Vancomycin has long been considered the "last resort" antibiotic for treating complicated and resistant infections caused by gram-positive bacteria. In this review, we discussed the mechanisms of action, resistance mechanisms, and toxicity associated with vancomycin. Vancomycin targets the Lipid II component and inhibits the cross-linking of peptidoglycan strands, leading to a defective bacterial cell wall structure. Over the last four decades, resistance with life-threatening consequences has emerged, involving modification of the Lipid II component, resulting in reduced vancomycin affinity. Additionally, vancomycin exhibits various systemic toxicities, with renal toxicity being the most significant.

To overcome vancomycin resistance and toxicity, the production of new, safe, and effective antibiotic drugs may be a potential solution, although it is time-consuming and costly. Another promising strategy presented in this manuscript involves using carriers to mitigate this antibiotic's adverse effects and resistance. Advanced drug delivery systems can address vancomycin-related issues by protecting the antibiotic from bacterial inactivation, enabling controlled and on-demand drug delivery, increasing on-target bioavailability, minimizing off-target accumulation, enhancing membrane permeability, and improving drug-bacteria interaction.

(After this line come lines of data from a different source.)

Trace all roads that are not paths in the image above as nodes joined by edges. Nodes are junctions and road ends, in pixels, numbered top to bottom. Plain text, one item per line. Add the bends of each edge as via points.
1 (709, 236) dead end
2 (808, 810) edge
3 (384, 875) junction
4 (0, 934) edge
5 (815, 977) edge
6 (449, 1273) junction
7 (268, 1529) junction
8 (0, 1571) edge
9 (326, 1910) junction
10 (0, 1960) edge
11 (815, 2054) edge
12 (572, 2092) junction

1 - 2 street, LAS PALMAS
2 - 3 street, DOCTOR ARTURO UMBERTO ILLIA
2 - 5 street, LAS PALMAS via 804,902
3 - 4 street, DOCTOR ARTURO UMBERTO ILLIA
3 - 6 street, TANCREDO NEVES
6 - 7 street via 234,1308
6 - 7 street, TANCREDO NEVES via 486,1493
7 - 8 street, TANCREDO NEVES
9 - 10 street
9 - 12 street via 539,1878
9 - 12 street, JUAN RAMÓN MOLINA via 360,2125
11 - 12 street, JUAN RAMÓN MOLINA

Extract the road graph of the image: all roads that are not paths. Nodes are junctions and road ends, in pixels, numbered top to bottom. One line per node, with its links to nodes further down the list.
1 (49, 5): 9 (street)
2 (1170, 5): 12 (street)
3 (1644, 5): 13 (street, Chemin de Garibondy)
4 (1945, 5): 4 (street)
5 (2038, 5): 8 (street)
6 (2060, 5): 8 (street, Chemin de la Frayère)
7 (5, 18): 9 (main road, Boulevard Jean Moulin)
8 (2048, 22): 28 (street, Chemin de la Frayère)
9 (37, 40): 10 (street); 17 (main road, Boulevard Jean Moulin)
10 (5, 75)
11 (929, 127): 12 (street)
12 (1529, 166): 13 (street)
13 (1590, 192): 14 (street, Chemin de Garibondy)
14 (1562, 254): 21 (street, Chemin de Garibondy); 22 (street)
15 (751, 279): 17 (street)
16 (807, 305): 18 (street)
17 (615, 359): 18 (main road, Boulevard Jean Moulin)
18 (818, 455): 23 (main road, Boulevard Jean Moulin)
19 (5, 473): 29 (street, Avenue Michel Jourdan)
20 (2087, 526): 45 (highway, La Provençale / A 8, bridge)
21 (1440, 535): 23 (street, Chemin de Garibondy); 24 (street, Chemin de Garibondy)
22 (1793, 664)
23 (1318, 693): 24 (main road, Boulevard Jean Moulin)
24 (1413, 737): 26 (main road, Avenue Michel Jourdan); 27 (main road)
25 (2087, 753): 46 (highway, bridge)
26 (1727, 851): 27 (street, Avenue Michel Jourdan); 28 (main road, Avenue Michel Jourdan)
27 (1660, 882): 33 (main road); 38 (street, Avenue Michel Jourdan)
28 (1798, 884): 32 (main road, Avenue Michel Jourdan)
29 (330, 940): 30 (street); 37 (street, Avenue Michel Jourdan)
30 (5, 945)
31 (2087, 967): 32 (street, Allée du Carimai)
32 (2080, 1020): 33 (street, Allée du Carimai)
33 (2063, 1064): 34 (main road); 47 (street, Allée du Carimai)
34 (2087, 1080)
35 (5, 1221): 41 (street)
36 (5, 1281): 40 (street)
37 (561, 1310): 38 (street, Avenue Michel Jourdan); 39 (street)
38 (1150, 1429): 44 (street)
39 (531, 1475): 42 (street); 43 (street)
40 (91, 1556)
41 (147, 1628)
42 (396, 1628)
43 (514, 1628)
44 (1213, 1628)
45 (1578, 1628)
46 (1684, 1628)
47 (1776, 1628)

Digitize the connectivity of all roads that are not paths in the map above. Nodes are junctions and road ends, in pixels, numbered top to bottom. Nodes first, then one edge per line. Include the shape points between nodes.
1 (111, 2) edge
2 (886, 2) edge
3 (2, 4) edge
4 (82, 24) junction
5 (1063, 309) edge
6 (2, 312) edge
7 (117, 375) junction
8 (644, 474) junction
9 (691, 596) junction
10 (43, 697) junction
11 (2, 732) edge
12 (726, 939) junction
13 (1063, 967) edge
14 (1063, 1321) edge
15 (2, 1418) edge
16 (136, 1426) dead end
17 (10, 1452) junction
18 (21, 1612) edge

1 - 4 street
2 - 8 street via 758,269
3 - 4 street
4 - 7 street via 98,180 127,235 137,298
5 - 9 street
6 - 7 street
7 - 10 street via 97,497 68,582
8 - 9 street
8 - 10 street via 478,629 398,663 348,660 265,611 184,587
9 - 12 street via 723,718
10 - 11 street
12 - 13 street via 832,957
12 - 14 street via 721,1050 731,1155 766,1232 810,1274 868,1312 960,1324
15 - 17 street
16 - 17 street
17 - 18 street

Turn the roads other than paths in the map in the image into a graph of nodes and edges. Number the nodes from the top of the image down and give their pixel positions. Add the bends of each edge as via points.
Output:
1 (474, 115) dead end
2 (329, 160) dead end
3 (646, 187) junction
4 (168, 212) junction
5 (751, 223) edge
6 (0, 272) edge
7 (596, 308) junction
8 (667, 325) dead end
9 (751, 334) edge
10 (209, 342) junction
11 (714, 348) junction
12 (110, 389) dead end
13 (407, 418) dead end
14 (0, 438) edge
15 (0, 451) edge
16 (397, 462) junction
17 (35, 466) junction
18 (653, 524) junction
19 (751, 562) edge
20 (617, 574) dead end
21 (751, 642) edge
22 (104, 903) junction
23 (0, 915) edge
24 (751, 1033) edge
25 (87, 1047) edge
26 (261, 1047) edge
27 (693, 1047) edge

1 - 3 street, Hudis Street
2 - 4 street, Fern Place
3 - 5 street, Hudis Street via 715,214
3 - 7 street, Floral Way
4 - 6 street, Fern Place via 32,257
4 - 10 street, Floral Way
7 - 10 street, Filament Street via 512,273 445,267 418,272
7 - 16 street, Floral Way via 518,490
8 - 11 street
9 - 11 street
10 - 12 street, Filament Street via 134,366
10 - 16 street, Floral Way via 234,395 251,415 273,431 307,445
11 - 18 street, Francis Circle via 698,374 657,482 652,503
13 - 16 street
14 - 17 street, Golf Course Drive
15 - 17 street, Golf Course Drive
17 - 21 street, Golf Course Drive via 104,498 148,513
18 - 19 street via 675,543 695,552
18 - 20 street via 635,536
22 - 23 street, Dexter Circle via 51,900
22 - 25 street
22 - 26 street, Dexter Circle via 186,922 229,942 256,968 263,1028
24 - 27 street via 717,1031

Furthermore, we summarized a range of novel drug delivery systems that have been investigated for enhancing the efficacy of vancomycin. These include polymeric nanoparticles, liposomes, SLNs, NLCs, nanofibers, dendrimers, metal nanoparticles, microparticles, and hydrogels. Each of these delivery systems offers unique advantages in terms of targeted delivery, which are crucial for overcoming treatment challenges. However, additional preclinical and clinical studies are necessary to bring new formulations to market. These studies should emphasize the development of more target-selective vancomycin to minimize side effects while assessing its efficacy in infected animal models. Additionally, in-depth studies on the mechanisms by which nanoparticles overcome resistance and enhance drug efficacy may pave the way for designing more effective systems.